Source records
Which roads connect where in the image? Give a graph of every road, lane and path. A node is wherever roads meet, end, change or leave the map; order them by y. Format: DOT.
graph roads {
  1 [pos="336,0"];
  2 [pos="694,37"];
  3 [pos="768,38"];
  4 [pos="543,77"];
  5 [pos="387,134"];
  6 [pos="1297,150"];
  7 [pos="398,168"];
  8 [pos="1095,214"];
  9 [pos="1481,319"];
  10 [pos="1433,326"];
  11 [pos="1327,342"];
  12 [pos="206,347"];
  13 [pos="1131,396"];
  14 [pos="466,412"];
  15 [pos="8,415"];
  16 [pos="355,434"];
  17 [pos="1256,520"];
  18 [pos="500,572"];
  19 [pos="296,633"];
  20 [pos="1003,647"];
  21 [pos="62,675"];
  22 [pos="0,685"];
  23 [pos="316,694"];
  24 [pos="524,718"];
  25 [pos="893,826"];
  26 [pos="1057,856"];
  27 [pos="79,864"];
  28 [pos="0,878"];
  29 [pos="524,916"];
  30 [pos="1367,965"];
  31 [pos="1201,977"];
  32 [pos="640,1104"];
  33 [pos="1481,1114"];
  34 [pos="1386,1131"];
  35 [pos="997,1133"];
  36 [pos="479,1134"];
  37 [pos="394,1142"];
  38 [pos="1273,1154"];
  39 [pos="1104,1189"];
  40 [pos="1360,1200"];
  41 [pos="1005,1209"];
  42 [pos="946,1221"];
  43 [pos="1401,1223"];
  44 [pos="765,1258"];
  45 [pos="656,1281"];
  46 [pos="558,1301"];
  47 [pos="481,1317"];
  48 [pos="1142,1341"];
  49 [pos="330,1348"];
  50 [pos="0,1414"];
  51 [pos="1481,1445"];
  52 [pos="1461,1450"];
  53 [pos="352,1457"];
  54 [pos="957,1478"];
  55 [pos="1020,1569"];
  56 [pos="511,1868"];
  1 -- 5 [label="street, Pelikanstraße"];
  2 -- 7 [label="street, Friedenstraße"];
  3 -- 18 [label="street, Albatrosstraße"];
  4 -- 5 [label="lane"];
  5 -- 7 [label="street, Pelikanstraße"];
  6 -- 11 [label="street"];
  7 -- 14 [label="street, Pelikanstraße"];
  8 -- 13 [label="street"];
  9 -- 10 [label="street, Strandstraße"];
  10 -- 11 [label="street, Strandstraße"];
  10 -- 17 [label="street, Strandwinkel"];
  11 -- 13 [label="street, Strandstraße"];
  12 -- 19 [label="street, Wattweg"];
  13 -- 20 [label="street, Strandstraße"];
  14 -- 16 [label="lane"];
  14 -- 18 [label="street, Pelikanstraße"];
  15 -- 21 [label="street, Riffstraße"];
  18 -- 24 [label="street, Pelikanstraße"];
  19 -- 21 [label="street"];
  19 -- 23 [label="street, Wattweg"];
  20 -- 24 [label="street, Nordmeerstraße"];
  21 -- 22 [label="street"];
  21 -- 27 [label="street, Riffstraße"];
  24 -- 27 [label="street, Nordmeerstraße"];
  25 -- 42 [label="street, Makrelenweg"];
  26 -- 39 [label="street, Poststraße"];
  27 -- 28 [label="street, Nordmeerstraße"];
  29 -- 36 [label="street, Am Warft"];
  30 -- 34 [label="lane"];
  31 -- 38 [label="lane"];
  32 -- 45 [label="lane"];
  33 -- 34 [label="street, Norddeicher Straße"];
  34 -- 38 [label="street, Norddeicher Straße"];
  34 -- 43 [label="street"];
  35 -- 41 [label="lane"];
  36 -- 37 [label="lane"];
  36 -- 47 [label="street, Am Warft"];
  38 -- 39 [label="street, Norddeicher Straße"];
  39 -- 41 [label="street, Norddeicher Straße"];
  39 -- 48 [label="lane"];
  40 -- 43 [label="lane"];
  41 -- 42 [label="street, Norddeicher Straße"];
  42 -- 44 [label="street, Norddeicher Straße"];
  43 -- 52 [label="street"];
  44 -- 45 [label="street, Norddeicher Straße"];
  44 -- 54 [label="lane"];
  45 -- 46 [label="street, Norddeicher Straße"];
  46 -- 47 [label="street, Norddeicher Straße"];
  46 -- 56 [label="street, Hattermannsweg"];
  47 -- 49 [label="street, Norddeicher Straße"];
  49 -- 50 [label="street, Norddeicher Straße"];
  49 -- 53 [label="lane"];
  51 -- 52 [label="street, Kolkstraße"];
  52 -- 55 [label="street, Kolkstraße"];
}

Directions | The records shown above must be returned in full, exactly as written.

Solution to the problem |
Which roads connect where in the image? Give a graph of every road, lane and path. A node is wherever roads meet, end, change or leave the map; order them by y. Format: DOT.
graph roads {
  1 [pos="336,0"];
  2 [pos="694,37"];
  3 [pos="768,38"];
  4 [pos="543,77"];
  5 [pos="387,134"];
  6 [pos="1297,150"];
  7 [pos="398,168"];
  8 [pos="1095,214"];
  9 [pos="1481,319"];
  10 [pos="1433,326"];
  11 [pos="1327,342"];
  12 [pos="206,347"];
  13 [pos="1131,396"];
  14 [pos="466,412"];
  15 [pos="8,415"];
  16 [pos="355,434"];
  17 [pos="1256,520"];
  18 [pos="500,572"];
  19 [pos="296,633"];
  20 [pos="1003,647"];
  21 [pos="62,675"];
  22 [pos="0,685"];
  23 [pos="316,694"];
  24 [pos="524,718"];
  25 [pos="893,826"];
  26 [pos="1057,856"];
  27 [pos="79,864"];
  28 [pos="0,878"];
  29 [pos="524,916"];
  30 [pos="1367,965"];
  31 [pos="1201,977"];
  32 [pos="640,1104"];
  33 [pos="1481,1114"];
  34 [pos="1386,1131"];
  35 [pos="997,1133"];
  36 [pos="479,1134"];
  37 [pos="394,1142"];
  38 [pos="1273,1154"];
  39 [pos="1104,1189"];
  40 [pos="1360,1200"];
  41 [pos="1005,1209"];
  42 [pos="946,1221"];
  43 [pos="1401,1223"];
  44 [pos="765,1258"];
  45 [pos="656,1281"];
  46 [pos="558,1301"];
  47 [pos="481,1317"];
  48 [pos="1142,1341"];
  49 [pos="330,1348"];
  50 [pos="0,1414"];
  51 [pos="1481,1445"];
  52 [pos="1461,1450"];
  53 [pos="352,1457"];
  54 [pos="957,1478"];
  55 [pos="1020,1569"];
  56 [pos="511,1868"];
  1 -- 5 [label="street, Pelikanstraße"];
  2 -- 7 [label="street, Friedenstraße"];
  3 -- 18 [label="street, Albatrosstraße"];
  4 -- 5 [label="lane"];
  5 -- 7 [label="street, Pelikanstraße"];
  6 -- 11 [label="street"];
  7 -- 14 [label="street, Pelikanstraße"];
  8 -- 13 [label="street"];
  9 -- 10 [label="street, Strandstraße"];
  10 -- 11 [label="street, Strandstraße"];
  10 -- 17 [label="street, Strandwinkel"];
  11 -- 13 [label="street, Strandstraße"];
  12 -- 19 [label="street, Wattweg"];
  13 -- 20 [label="street, Strandstraße"];
  14 -- 16 [label="lane"];
  14 -- 18 [label="street, Pelikanstraße"];
  15 -- 21 [label="street, Riffstraße"];
  18 -- 24 [label="street, Pelikanstraße"];
  19 -- 21 [label="street"];
  19 -- 23 [label="street, Wattweg"];
  20 -- 24 [label="street, Nordmeerstraße"];
  21 -- 22 [label="street"];
  21 -- 27 [label="street, Riffstraße"];
  24 -- 27 [label="street, Nordmeerstraße"];
  25 -- 42 [label="street, Makrelenweg"];
  26 -- 39 [label="street, Poststraße"];
  27 -- 28 [label="street, Nordmeerstraße"];
  29 -- 36 [label="street, Am Warft"];
  30 -- 34 [label="lane"];
  31 -- 38 [label="lane"];
  32 -- 45 [label="lane"];
  33 -- 34 [label="street, Norddeicher Straße"];
  34 -- 38 [label="street, Norddeicher Straße"];
  34 -- 43 [label="street"];
  35 -- 41 [label="lane"];
  36 -- 37 [label="lane"];
  36 -- 47 [label="street, Am Warft"];
  38 -- 39 [label="street, Norddeicher Straße"];
  39 -- 41 [label="street, Norddeicher Straße"];
  39 -- 48 [label="lane"];
  40 -- 43 [label="lane"];
  41 -- 42 [label="street, Norddeicher Straße"];
  42 -- 44 [label="street, Norddeicher Straße"];
  43 -- 52 [label="street"];
  44 -- 45 [label="street, Norddeicher Straße"];
  44 -- 54 [label="lane"];
  45 -- 46 [label="street, Norddeicher Straße"];
  46 -- 47 [label="street, Norddeicher Straße"];
  46 -- 56 [label="street, Hattermannsweg"];
  47 -- 49 [label="street, Norddeicher Straße"];
  49 -- 50 [label="street, Norddeicher Straße"];
  49 -- 53 [label="lane"];
  51 -- 52 [label="street, Kolkstraße"];
  52 -- 55 [label="street, Kolkstraße"];
}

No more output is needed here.